Halise Şirmen'in "An" adlı hikâyesi
Abstract
Hikâyede İkinci Dünya Savaşı’nın sona erdiği yıllarda Sovyet askerlerini taşıyan trende yolculuk yapan bir Tatar askerinin vatanına, insanlarına ve askerdeyken konuşması yasak olan diline olan özlemi anlatılır. Sovyet ordusu, dört yıl Doğu’nun birçok bölgesinde savaştıktan sonra Avrupa’da güvenliği koruma adına trenle Batı’ya doğru yola çıkar. Tren Tatarların merkezi olan Kazan’da on dakika mola verir. Bir Tatar askeri molada tren yoluna yakın bir evin bahçesine girer. Vatanının bitkileriyle, çiçekleriyle konuşur, toprağını yüzüne sürer, evin sahibi olan yaşlı teyzeyle Tatarca konuşur, onun eşi ve çocuğunun da askere gittiğini öğrenir. Trenin kalkmasına daha bir dakika varken tren yoluna geri döner fakat geldiği tren yerinde yoktur.

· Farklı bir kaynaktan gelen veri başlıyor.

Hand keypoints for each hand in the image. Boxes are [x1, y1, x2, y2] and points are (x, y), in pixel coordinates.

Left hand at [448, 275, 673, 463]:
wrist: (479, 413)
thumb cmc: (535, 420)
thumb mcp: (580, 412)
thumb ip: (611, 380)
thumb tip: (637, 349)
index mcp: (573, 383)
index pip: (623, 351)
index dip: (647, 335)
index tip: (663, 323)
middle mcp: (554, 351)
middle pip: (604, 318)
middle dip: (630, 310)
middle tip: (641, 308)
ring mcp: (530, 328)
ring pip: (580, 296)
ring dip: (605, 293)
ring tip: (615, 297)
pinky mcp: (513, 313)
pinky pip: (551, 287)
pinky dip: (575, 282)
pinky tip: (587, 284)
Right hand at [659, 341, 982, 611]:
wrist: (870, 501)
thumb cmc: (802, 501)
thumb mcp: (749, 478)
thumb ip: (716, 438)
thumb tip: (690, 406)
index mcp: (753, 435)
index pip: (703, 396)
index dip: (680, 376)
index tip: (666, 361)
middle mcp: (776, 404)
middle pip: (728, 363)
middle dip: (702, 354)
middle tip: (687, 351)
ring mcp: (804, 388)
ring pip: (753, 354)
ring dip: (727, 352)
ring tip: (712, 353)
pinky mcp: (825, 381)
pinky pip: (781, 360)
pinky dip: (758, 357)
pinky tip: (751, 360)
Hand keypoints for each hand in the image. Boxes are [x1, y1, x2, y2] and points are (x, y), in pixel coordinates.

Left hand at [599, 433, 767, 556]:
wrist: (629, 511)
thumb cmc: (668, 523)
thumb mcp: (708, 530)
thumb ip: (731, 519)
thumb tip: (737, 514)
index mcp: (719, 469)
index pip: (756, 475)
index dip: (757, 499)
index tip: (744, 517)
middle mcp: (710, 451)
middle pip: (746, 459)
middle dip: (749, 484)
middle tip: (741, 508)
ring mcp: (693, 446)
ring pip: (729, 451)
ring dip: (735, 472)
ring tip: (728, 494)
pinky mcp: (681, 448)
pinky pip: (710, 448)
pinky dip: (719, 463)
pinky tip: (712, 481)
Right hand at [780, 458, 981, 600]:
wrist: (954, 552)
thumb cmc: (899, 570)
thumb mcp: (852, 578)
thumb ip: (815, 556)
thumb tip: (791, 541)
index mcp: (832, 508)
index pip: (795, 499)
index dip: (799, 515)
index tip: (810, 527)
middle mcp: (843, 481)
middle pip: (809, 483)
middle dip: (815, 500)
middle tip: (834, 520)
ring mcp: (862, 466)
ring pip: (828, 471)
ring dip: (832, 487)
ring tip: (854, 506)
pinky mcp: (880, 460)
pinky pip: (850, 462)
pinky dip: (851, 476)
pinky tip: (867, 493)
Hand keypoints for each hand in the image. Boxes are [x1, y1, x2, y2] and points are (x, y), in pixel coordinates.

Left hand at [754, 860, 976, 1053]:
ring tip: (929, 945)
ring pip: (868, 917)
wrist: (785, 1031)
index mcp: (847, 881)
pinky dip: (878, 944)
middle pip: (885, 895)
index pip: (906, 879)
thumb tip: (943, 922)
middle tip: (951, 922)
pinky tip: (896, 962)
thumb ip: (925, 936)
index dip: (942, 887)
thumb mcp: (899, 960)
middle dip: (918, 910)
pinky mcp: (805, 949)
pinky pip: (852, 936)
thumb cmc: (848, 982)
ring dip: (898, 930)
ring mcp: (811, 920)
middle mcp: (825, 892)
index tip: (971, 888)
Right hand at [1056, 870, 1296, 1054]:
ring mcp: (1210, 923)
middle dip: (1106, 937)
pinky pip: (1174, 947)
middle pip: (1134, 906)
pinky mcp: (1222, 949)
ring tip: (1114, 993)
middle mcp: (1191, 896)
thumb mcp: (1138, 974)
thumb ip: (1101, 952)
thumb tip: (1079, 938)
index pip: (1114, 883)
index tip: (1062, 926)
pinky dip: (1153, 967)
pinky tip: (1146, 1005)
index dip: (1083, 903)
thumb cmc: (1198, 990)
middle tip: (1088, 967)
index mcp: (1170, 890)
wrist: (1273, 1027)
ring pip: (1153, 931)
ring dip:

Yaşadıklarının gerçek mi hayal mi olduğu arasında gelgitler yaşarken yanındaki insanlar bir var olur bir yok olur. Tuzlu gözyaşları dudaklarına doğru akarken dudaklarından sadece şu ses duyulur: “Askeri mahkeme… Askeri mahkeme…” Çalışmamızda Halise Şirmen’in bu hikâyesi Türkiye Türkçesine aktarılmıştır.